The internationally practiced system of research grants which is generally accepted as effective and fair incentive of intellectual achievement has undergone alarming transformations under Russian law.


          1. Problem of dilution of grants. The current Russian system of grants has a lot of serious shortcomings. Among the most acute issues is the system of taxation of the subventions allocated by state foundations for research work. The point of this system is in the transfer of money administered by the state foundations (The Russian Foundation for Human Sciences, The Russian Foundation for Fundamental Research etc.) to individual researches and research teams via legal bodies. The law not only fails to foresee any direct transfers of money to individual persons which are engaged in scientific research, rather, it formally forbids them! In this way, though individual persons participate in grant competitions, who finally win the subventions for research projects, the money itself is transferred through organizations which have no relation to the above projects.

          The immediate outcome of this system is that the subventions for research grants follow directly to the slaughter-house of the legal bodies, which cut off a big part of the initial amount. Then the researchers, who are in the project, receive the resulting sums that are quite far from the financial reports of the state foundations. What we see here is a real dilution of the allocations for research. The recipients get quite a different amount of money from the worth of the research grant.

          The current system of grant taxation leads to a situation, when legal bodies suck up to the individual researches and consume a vast part of the state’s money. Meanwhile the state itself uses the legal bodies as a channel with which to bring back part of the research money as taxes. So that the state gives money for research with one hand and takes it back with the other. This system can by no means be normal since almost all foundations in the west act on absolutely different principles: the money is given immediate executors of the grant (individuals) and the money is exempt from tax. Russia has built up a very special model of financing research, which is very far from progressive western models.

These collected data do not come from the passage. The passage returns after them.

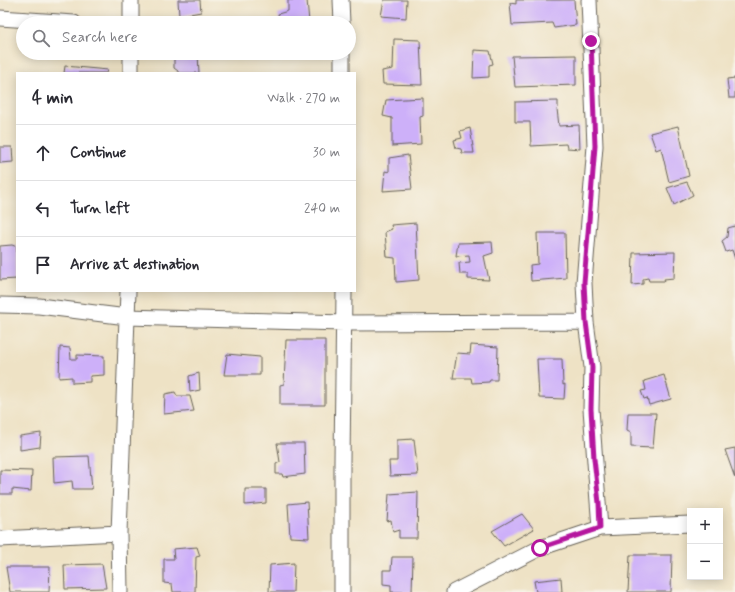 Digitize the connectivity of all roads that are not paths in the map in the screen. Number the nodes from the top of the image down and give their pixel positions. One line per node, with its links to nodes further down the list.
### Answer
1 (131, 0): 4 (street)
2 (341, 0): 5 (street)
3 (590, 0): 16 (street)
4 (131, 16)
5 (342, 16)
6 (0, 18): 7 (street)
7 (16, 19)
8 (131, 60): 10 (street)
9 (342, 60): 11 (street)
10 (132, 72)
11 (342, 72)
12 (128, 292): 15 (street)
13 (344, 292): 17 (street)
14 (0, 305): 15 (street)
15 (127, 317): 17 (street); 20 (street)
16 (586, 322): 17 (street); 19 (street)
17 (344, 323): 23 (street)
18 (687, 524): 19 (street)
19 (600, 528): 24 (street)
20 (119, 532): 21 (street); 22 (street)
21 (0, 538)
22 (120, 592)
23 (342, 592)
24 (454, 592) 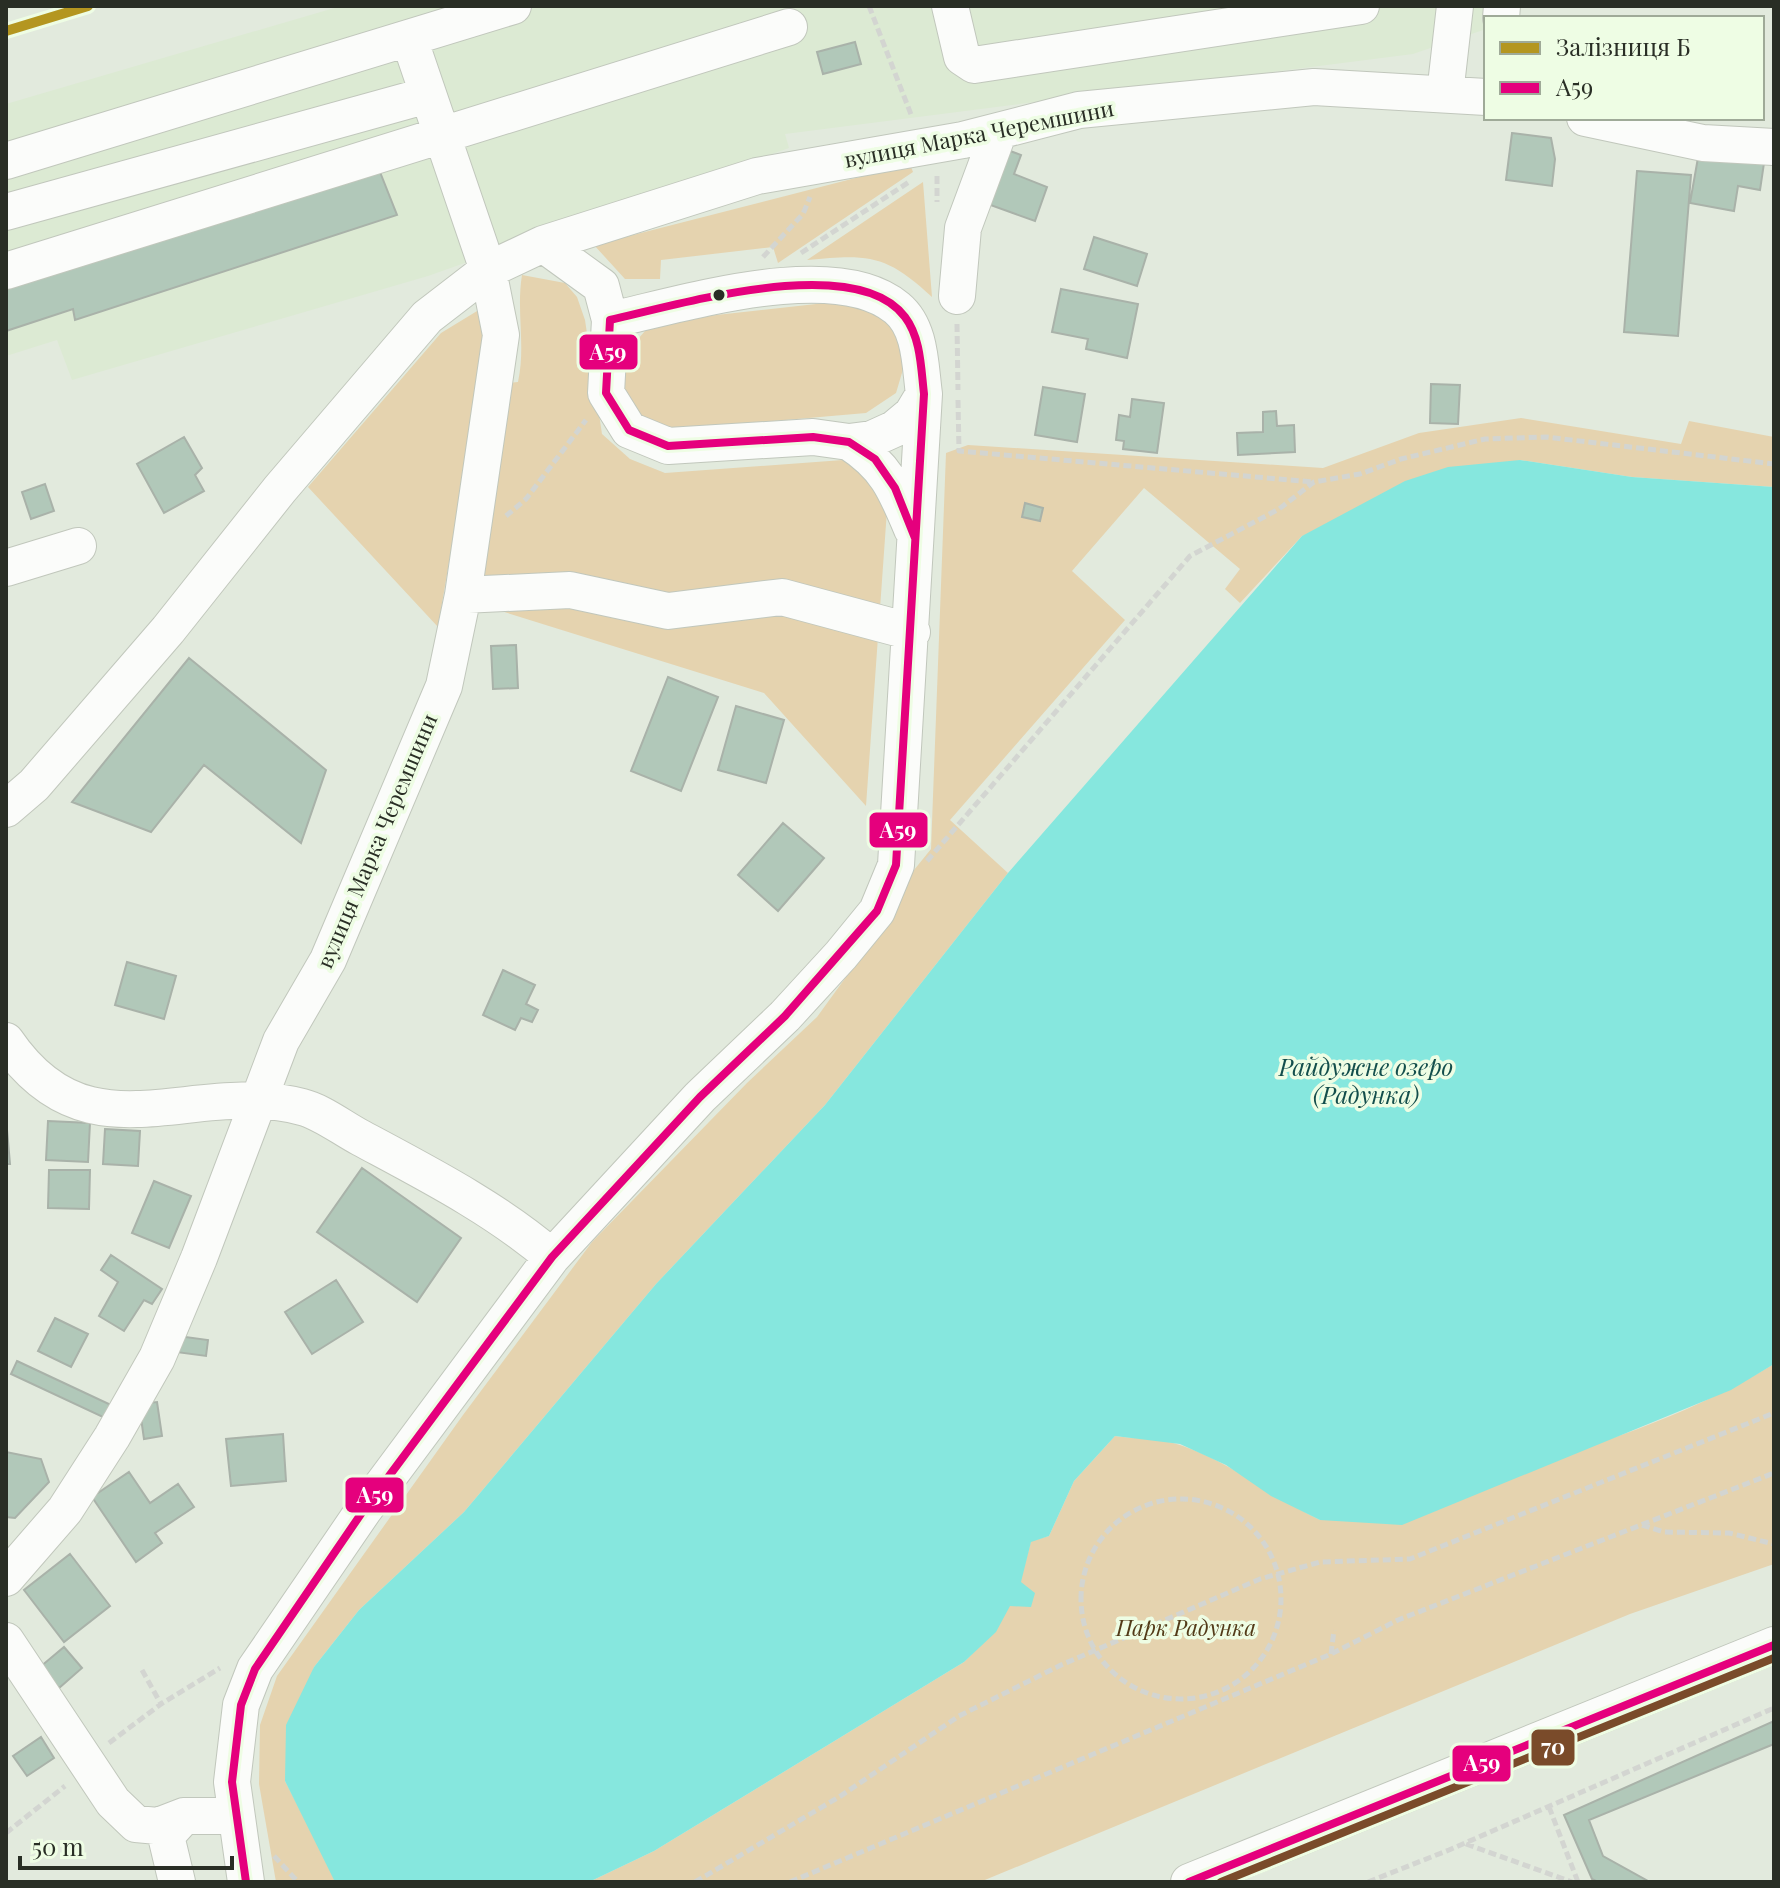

          From all the above mentioned it’s clear that when it comes to stimulating research the Russian model of grant-issuing is much less effective than the western one. In fact, the gravity of the problem is in direct dependence of the losses born by the researchers from the transiting of the grants through various companies and organizations. If the losses are not large, the problem is hardly grave, but is the lost money is great the very viability of the current financing system is in question.

          2. Estimation of the research subvention losses due to taxation of legal bodies. Now we’ll examine in detail those leaks of money from the researchers which occur as a result of the ruling taxation system. A few facts, however, should be taken into consideration.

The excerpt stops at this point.